Work to be completed -
If a picture appears in the records, skip it; copy everything else exactly.

Working data -

------------------------------

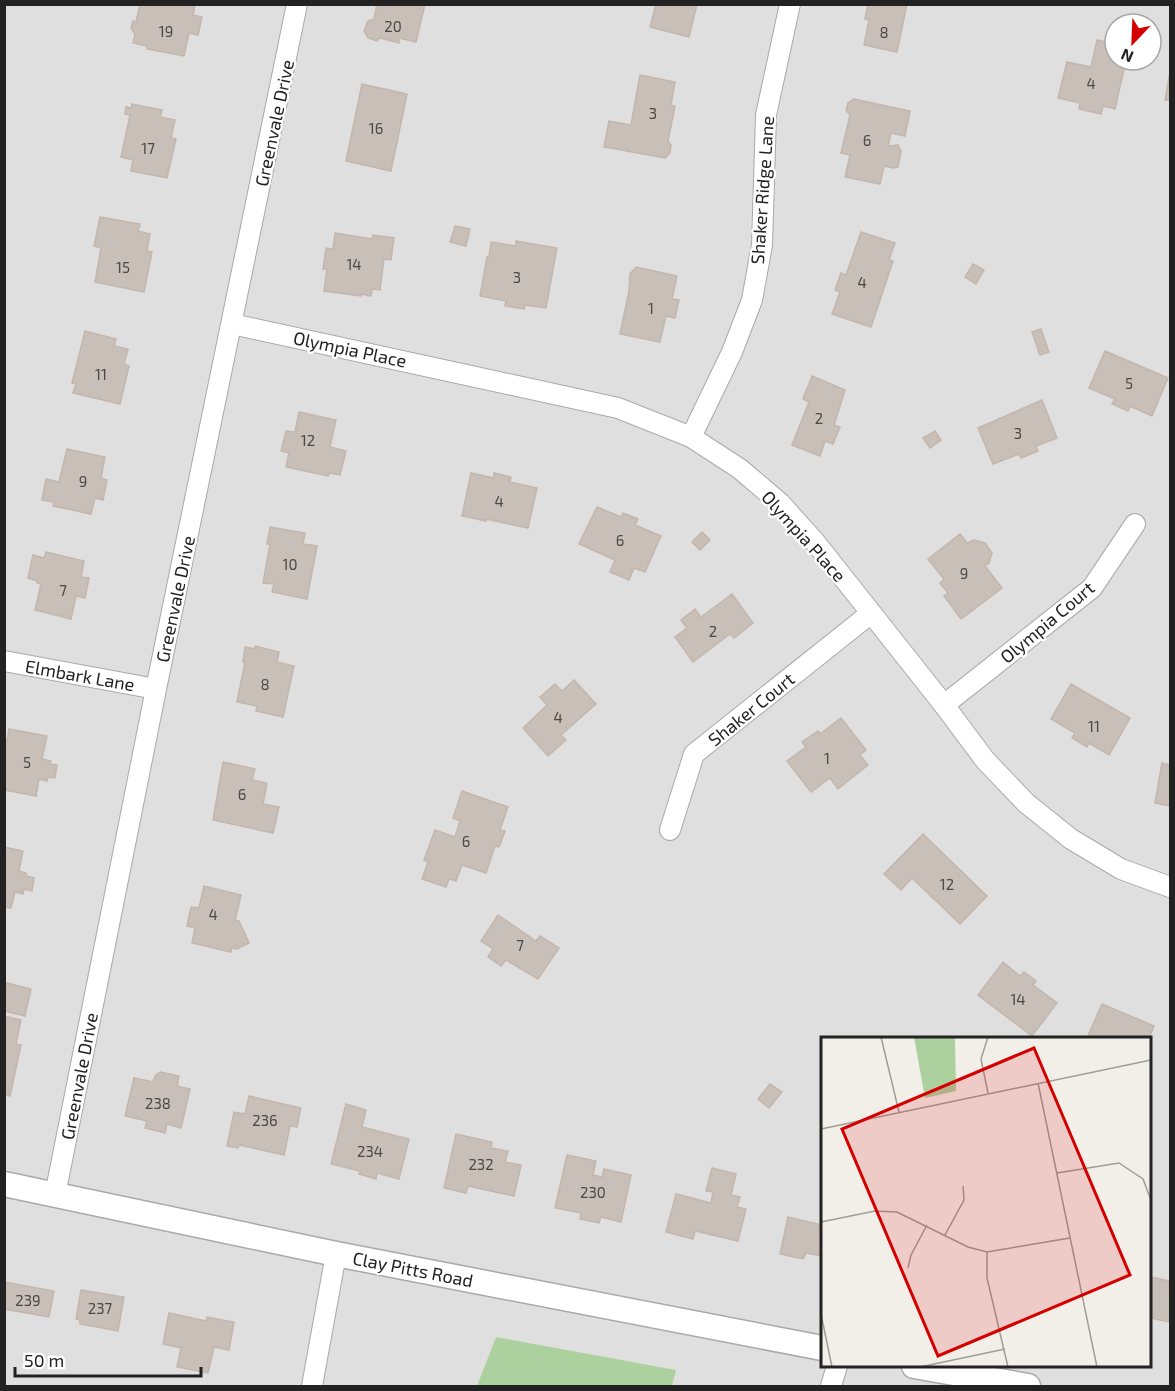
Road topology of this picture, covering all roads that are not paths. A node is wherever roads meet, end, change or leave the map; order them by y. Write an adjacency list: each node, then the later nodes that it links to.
1 (297, 4): 3 (street, Greenvale Drive)
2 (790, 4): 4 (street, Shaker Ridge Lane)
3 (232, 324): 4 (street, Olympia Place); 8 (street, Greenvale Drive)
4 (691, 437): 6 (street, Olympia Place)
5 (1135, 524): 9 (street, Olympia Court)
6 (870, 614): 9 (street, Olympia Place); 10 (street, Shaker Court)
7 (4, 661): 8 (street, Elmbark Lane)
8 (156, 689): 13 (street, Greenvale Drive)
9 (944, 705): 11 (street, Olympia Place)
10 (670, 830)
11 (1170, 887)
12 (4, 1184): 13 (street, Clay Pitts Road)
13 (56, 1195): 14 (street, Clay Pitts Road)
14 (336, 1254): 15 (street, Clay Pitts Road); 18 (street)
15 (821, 1348)
16 (836, 1367): 19 (street)
17 (925, 1367): 20 (street)
18 (312, 1386)
19 (831, 1386)
20 (1028, 1386)

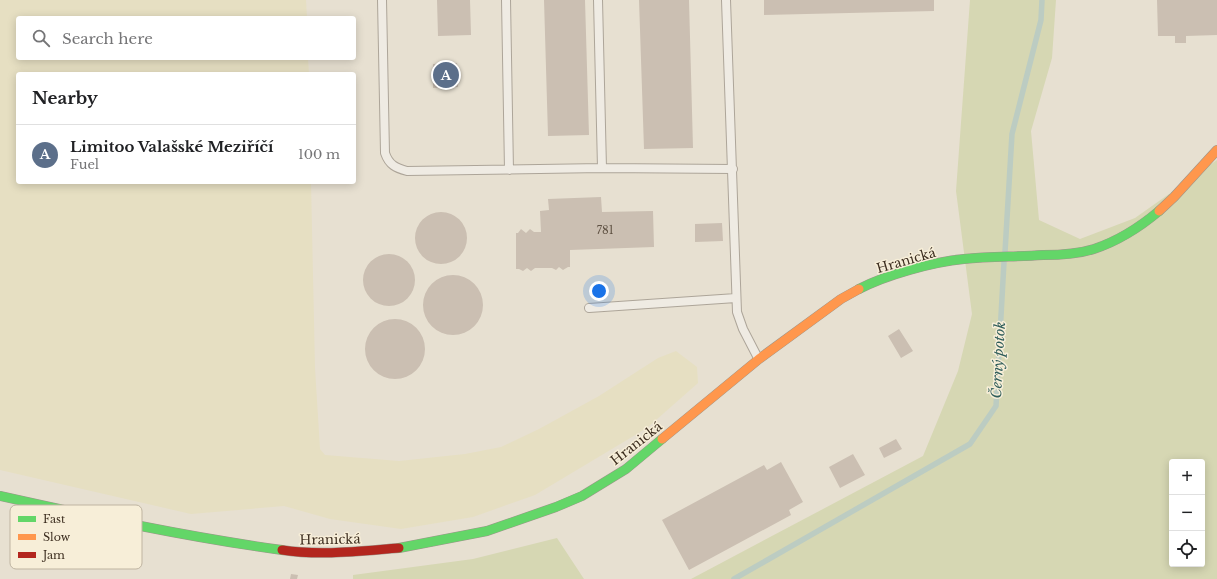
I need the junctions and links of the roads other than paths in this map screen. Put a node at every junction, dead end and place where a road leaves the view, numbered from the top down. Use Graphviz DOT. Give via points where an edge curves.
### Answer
graph roads {
  1 [pos="382,0"];
  2 [pos="506,0"];
  3 [pos="598,0"];
  4 [pos="726,0"];
  5 [pos="1217,150"];
  6 [pos="602,168"];
  7 [pos="733,169"];
  8 [pos="509,170"];
  9 [pos="736,298"];
  10 [pos="588,308"];
  11 [pos="759,359"];
  12 [pos="0,496"];
  13 [pos="40,505"];
  14 [pos="142,527"];
  1 -- 8 [label="lane" via="387,159 398,169 407,171"];
  2 -- 8 [label="lane"];
  3 -- 6 [label="lane"];
  4 -- 7 [label="lane"];
  5 -- 11 [label="street, Hranická" via="1158,212 1142,225 1112,242 1074,253 963,259 921,267 873,283 841,299"];
  6 -- 7 [label="lane"];
  6 -- 8 [label="lane"];
  7 -- 9 [label="lane"];
  9 -- 10 [label="lane"];
  9 -- 11 [label="lane" via="737,312 743,329"];
  11 -- 14 [label="street, Hranická" via="626,469 582,496 550,510 487,531 399,548 315,554 238,544"];
  12 -- 13 [label="street, Hranická"];
}
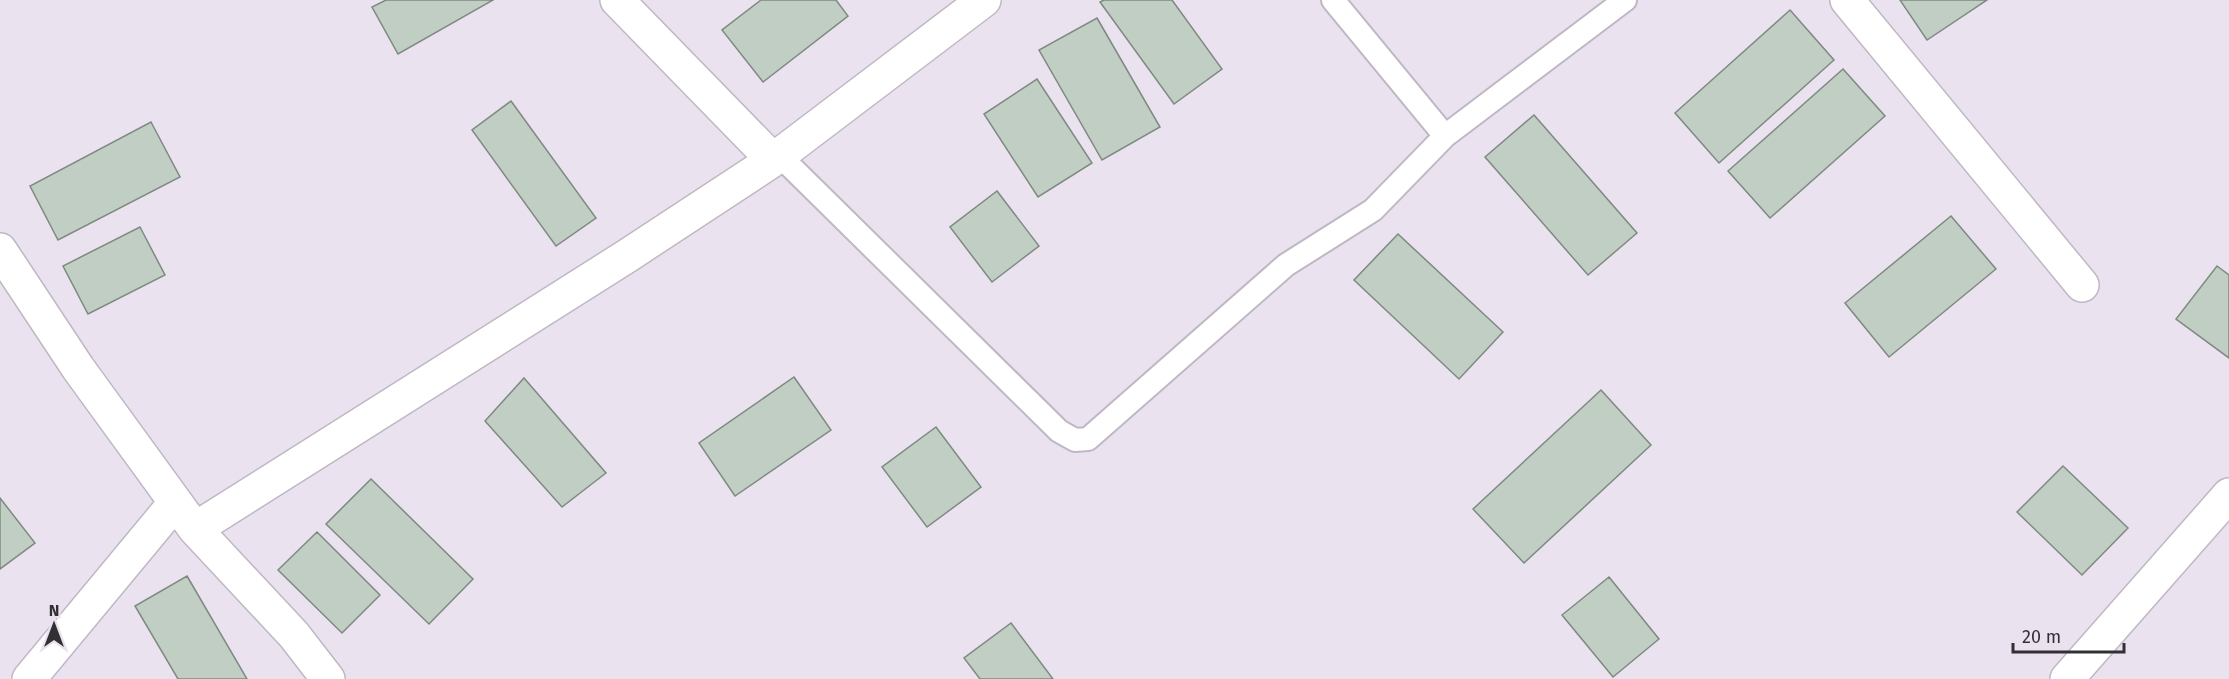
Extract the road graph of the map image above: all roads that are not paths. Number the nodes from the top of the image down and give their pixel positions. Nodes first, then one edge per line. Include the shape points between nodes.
1 (617, 0) edge
2 (984, 0) edge
3 (1333, 0) edge
4 (1625, 0) edge
5 (1848, 0) edge
6 (1445, 136) junction
7 (776, 158) junction
8 (0, 250) edge
9 (2082, 285) dead end
10 (2229, 495) edge
11 (175, 503) junction
12 (195, 529) junction
13 (29, 679) edge
14 (328, 679) edge
15 (2067, 679) edge

1 - 7 street
2 - 7 street
3 - 6 lane
4 - 6 lane
5 - 9 street
6 - 7 lane via 1373,210 1286,265 1088,439 1075,440 1059,431
7 - 12 street
8 - 11 street
10 - 15 street
11 - 12 street
11 - 13 street
12 - 14 street via 294,635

------------------------------

Answer section -
Road topology of this picture, covering all roads that are not paths. A node is wherever roads meet, end, change or leave the map; order them by y. Write an adjacency list: each node, then the later nodes that it links to.
1 (297, 4): 3 (street, Greenvale Drive)
2 (790, 4): 4 (street, Shaker Ridge Lane)
3 (232, 324): 4 (street, Olympia Place); 8 (street, Greenvale Drive)
4 (691, 437): 6 (street, Olympia Place)
5 (1135, 524): 9 (street, Olympia Court)
6 (870, 614): 9 (street, Olympia Place); 10 (street, Shaker Court)
7 (4, 661): 8 (street, Elmbark Lane)
8 (156, 689): 13 (street, Greenvale Drive)
9 (944, 705): 11 (street, Olympia Place)
10 (670, 830)
11 (1170, 887)
12 (4, 1184): 13 (street, Clay Pitts Road)
13 (56, 1195): 14 (street, Clay Pitts Road)
14 (336, 1254): 15 (street, Clay Pitts Road); 18 (street)
15 (821, 1348)
16 (836, 1367): 19 (street)
17 (925, 1367): 20 (street)
18 (312, 1386)
19 (831, 1386)
20 (1028, 1386)

I need the junctions and links of the roads other than paths in this map screen. Put a node at every junction, dead end and place where a road leaves the view, numbered from the top down. Use Graphviz DOT. Give via points where an edge curves.
### Answer
graph roads {
  1 [pos="382,0"];
  2 [pos="506,0"];
  3 [pos="598,0"];
  4 [pos="726,0"];
  5 [pos="1217,150"];
  6 [pos="602,168"];
  7 [pos="733,169"];
  8 [pos="509,170"];
  9 [pos="736,298"];
  10 [pos="588,308"];
  11 [pos="759,359"];
  12 [pos="0,496"];
  13 [pos="40,505"];
  14 [pos="142,527"];
  1 -- 8 [label="lane" via="387,159 398,169 407,171"];
  2 -- 8 [label="lane"];
  3 -- 6 [label="lane"];
  4 -- 7 [label="lane"];
  5 -- 11 [label="street, Hranická" via="1158,212 1142,225 1112,242 1074,253 963,259 921,267 873,283 841,299"];
  6 -- 7 [label="lane"];
  6 -- 8 [label="lane"];
  7 -- 9 [label="lane"];
  9 -- 10 [label="lane"];
  9 -- 11 [label="lane" via="737,312 743,329"];
  11 -- 14 [label="street, Hranická" via="626,469 582,496 550,510 487,531 399,548 315,554 238,544"];
  12 -- 13 [label="street, Hranická"];
}
Extract the road graph of the map image above: all roads that are not paths. Number the nodes from the top of the image down and give their pixel positions. Nodes first, then one edge per line. Include the shape points between nodes.
1 (617, 0) edge
2 (984, 0) edge
3 (1333, 0) edge
4 (1625, 0) edge
5 (1848, 0) edge
6 (1445, 136) junction
7 (776, 158) junction
8 (0, 250) edge
9 (2082, 285) dead end
10 (2229, 495) edge
11 (175, 503) junction
12 (195, 529) junction
13 (29, 679) edge
14 (328, 679) edge
15 (2067, 679) edge

1 - 7 street
2 - 7 street
3 - 6 lane
4 - 6 lane
5 - 9 street
6 - 7 lane via 1373,210 1286,265 1088,439 1075,440 1059,431
7 - 12 street
8 - 11 street
10 - 15 street
11 - 12 street
11 - 13 street
12 - 14 street via 294,635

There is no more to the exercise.